→ DATASET RECORDS
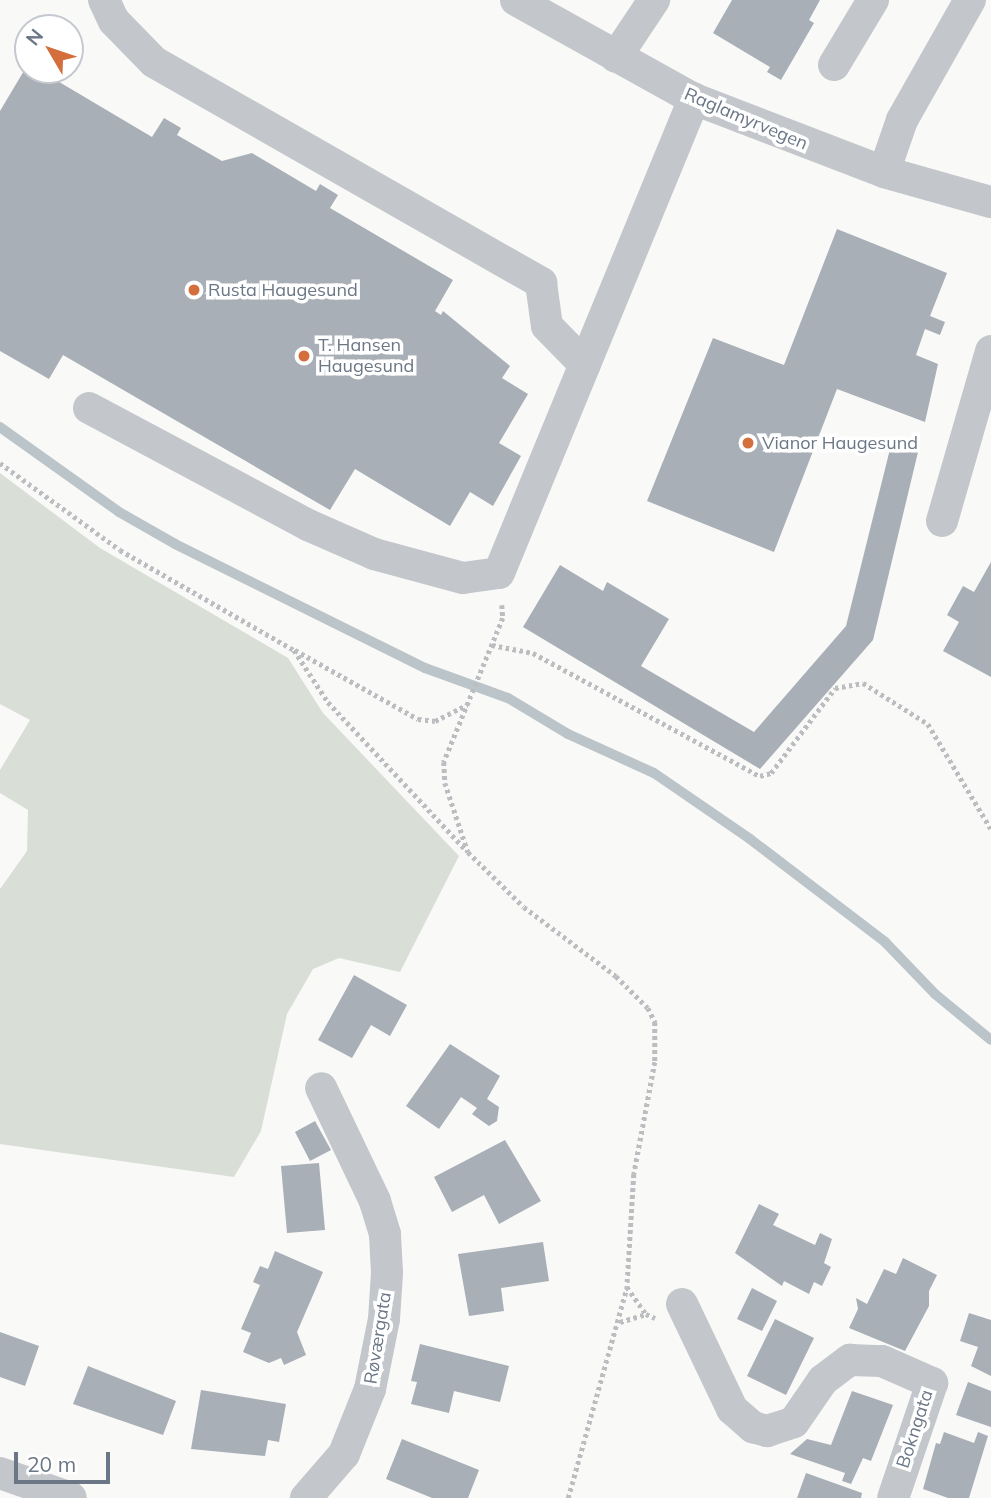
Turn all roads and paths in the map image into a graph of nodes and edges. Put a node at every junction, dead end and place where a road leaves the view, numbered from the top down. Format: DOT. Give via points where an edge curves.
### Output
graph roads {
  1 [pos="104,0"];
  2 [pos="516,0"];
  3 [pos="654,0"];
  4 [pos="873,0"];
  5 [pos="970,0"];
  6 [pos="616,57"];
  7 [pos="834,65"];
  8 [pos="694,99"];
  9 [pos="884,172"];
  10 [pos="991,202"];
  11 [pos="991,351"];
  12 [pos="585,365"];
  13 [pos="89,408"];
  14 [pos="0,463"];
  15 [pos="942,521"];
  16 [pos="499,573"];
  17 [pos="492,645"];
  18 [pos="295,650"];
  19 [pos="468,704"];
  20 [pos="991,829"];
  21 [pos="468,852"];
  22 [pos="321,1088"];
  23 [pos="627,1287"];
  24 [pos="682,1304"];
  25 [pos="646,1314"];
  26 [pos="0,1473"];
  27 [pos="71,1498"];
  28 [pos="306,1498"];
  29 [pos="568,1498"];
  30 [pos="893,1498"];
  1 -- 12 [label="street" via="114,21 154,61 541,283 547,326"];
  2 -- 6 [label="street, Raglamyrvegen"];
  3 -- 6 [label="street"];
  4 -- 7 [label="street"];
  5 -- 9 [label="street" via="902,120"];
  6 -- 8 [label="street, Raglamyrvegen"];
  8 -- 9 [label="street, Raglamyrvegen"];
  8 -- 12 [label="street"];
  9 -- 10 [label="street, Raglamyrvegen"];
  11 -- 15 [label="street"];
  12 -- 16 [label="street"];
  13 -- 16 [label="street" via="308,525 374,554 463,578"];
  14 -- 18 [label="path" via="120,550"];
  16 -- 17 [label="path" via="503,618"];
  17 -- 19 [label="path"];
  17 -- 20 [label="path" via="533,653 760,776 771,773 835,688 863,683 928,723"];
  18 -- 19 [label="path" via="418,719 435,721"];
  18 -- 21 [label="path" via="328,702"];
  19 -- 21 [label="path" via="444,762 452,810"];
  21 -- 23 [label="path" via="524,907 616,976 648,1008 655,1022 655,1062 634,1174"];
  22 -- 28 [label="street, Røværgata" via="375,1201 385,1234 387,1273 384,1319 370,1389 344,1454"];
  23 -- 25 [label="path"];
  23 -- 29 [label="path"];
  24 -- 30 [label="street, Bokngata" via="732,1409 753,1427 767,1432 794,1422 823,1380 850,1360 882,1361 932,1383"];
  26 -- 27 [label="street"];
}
...
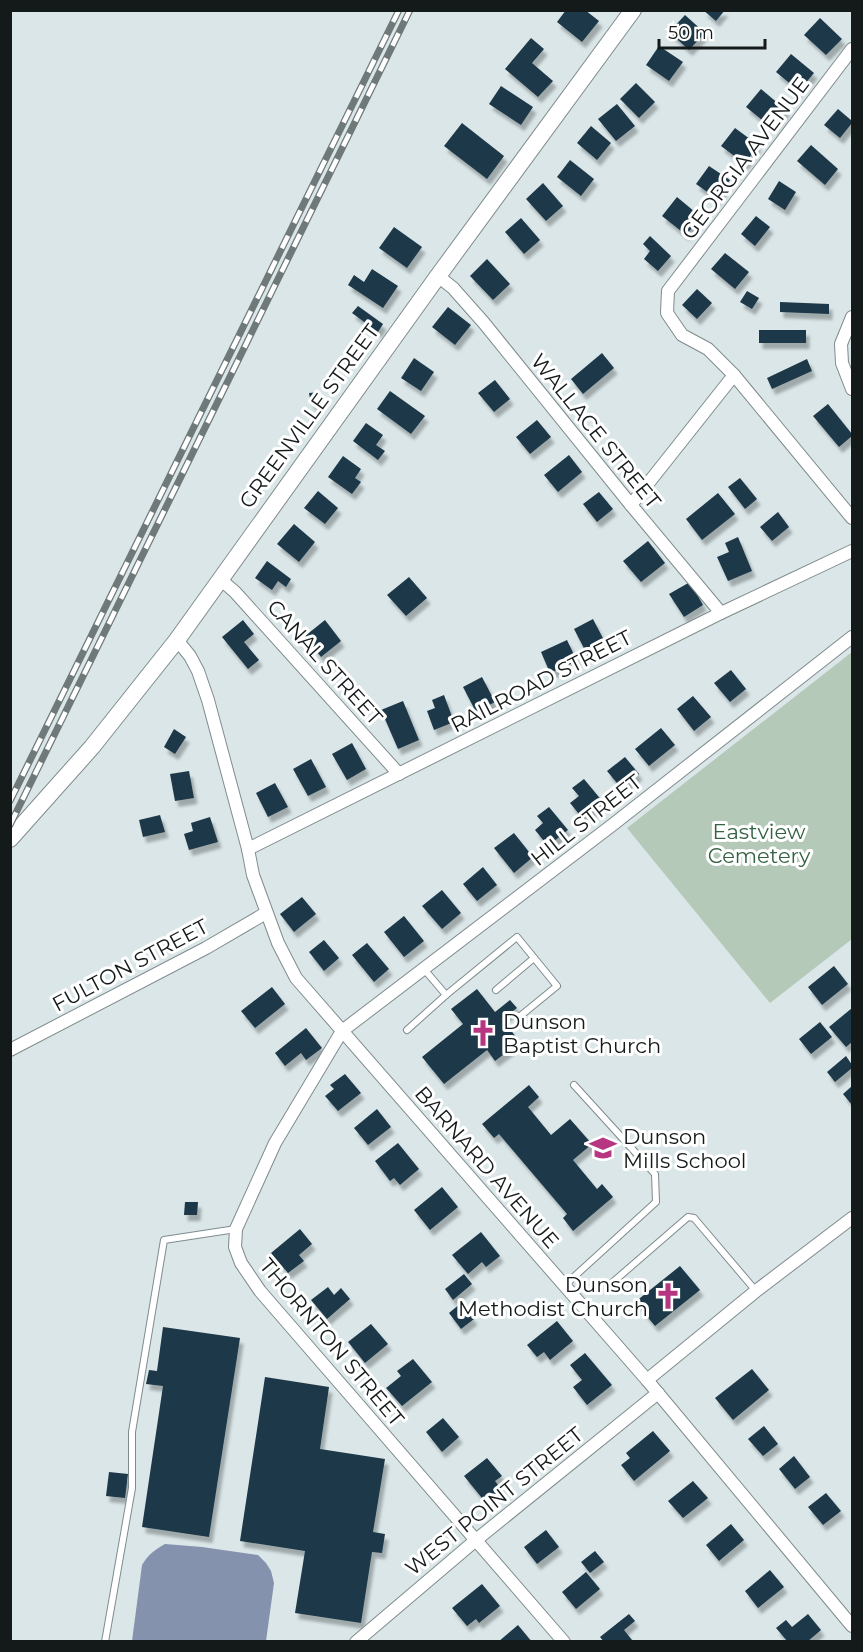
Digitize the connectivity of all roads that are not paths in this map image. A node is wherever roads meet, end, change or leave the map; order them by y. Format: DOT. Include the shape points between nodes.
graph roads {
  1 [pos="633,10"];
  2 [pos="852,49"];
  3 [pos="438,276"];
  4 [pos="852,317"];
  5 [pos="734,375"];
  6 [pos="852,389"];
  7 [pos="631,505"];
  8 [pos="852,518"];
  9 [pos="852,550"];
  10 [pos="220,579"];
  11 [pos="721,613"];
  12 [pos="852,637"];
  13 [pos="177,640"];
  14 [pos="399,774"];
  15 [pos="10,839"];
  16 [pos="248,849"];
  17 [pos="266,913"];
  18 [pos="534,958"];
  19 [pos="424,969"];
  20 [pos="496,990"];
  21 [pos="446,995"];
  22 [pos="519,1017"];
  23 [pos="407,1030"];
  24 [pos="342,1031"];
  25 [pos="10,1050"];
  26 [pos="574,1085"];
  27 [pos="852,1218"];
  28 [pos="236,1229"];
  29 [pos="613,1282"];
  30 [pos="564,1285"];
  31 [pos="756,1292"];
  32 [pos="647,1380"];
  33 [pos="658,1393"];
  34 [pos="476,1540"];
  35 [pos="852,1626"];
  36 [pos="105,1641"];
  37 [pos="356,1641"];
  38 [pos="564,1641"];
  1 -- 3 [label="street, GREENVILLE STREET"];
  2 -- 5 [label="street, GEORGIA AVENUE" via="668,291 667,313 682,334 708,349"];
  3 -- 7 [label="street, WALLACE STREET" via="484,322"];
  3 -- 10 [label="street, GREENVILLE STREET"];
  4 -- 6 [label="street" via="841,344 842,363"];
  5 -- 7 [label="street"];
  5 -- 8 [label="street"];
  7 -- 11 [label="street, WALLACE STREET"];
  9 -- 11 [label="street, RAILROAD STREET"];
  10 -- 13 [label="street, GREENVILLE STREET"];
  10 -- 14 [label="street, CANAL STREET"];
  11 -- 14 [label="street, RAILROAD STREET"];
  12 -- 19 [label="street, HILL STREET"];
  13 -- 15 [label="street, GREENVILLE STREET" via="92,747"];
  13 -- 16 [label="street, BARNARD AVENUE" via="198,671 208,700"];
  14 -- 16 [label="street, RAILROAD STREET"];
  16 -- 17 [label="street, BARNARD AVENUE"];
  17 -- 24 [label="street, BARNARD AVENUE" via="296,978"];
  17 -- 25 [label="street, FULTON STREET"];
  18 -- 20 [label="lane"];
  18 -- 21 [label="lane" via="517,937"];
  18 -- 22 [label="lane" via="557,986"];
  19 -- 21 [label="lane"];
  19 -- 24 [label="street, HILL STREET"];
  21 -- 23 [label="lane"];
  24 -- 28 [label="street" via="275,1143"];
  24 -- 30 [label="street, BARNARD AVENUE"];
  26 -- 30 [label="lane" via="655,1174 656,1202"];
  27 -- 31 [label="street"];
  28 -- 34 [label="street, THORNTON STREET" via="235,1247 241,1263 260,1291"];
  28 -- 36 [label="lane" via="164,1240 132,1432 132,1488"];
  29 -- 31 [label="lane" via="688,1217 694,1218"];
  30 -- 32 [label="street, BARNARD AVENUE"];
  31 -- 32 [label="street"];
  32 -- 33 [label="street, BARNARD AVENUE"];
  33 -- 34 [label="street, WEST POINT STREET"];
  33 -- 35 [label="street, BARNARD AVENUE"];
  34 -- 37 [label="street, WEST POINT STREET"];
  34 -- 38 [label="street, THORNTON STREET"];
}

→ ASSIGNED TASK
Write out every line from the data above that includes "HILL".

→ TASK RESULT
  12 -- 19 [label="street, HILL STREET"];
  19 -- 24 [label="street, HILL STREET"];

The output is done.